I’ve just had another vision of John Edwards as president of the United States.
It came soon after I finished watching Sen. John Kerry of Massachusetts on NBC’s “Meet the Press” announce plans to run for the Democratic presidential nomination. He is a skilled politician. He had his own money, and married more (the former Mrs. John Heinz, Teresa). He’s a Vietnam War veteran. And he is totally unelectable.
Asked to explain his vote in 1991 against the first Gulf War, Kerry defended it. Asked about his opposition to the death penalty, he repeated it. Asked whether the country is ready to elect a Massachusetts liberal who votes 93 percent of the time with Teddy Kennedy, he welcomed “the challenge” of it.
I can’t imagine a scenario in which Kerry gets the nomination of a Democratic Party that wants to retake the White House. I can’t imagine him winning the office should he get the party nod. Kerry would likely lose every state Gore did, plus states like Iowa, Wisconsin, Washington, and Oregon. His vocal support of gun control and abortion on demand would by themselves cost him key votes in culturally conservative swing states.

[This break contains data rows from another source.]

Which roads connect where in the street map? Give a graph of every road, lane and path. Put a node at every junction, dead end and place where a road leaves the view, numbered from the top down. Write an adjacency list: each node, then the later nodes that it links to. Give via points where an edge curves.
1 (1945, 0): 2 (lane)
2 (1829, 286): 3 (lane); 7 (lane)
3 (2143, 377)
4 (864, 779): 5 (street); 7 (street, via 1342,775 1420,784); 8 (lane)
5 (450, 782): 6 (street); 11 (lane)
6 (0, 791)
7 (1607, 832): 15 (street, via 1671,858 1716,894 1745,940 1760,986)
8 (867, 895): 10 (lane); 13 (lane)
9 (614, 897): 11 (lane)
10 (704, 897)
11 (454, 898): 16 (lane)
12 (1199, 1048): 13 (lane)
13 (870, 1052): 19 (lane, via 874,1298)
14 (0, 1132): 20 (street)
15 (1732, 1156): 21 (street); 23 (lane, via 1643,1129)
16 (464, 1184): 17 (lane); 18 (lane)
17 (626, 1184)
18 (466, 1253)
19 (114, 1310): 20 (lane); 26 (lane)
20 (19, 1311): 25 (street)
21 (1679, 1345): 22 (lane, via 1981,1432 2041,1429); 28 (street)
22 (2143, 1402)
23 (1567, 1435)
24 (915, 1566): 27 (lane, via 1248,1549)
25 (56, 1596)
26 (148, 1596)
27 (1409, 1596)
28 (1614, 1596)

According to the latest polls, Kerry is ranked third by Democratic voters. Frontrunner Al Gore is in the process of self-immolation. It’s a ghastly sight. Second-place aspirant Tom Daschle has turned into the 21st century Ross Perot, a paranoid and talk-show fodder. Dick Gephardt did the honorable thing, falling on his sword after the 2002 debacle, and got repaid with oblivion or derision. Joe Lieberman is a serious candidate, but may have returned too far towards his sensible and hawkish past to be able to run the liberal gamut in 2004.
That leaves, way down on the current list of prospects, our own John Edwards. He enjoyed a media boomlet for a while, and now is in the midst of the obligatory “he’s not all he’s cracked up to be” second look from the media (don’t fret, Johnny, it happens to them all). Eventually, given his vague ideology, good looks, Southern accent, and cash, Edwards will return to the forefront of the Democratic chatter. At the very least an obvious VP choice, Edwards will probably try a more coherent and well-funded version of Gore’s 1988 presidential campaign, when the then-Tennessee senator ran as a hard-to-pigeonhole Southern moderate in a field of Northeastern and Midwestern liberals.
It’s no longer unthinkable that Edwards can pull this off. His opposition is embarrassingly lame. President George W. Bush looks unbeatable now, but who know what calamities lie ahead in this dangerous world and uncertain economy.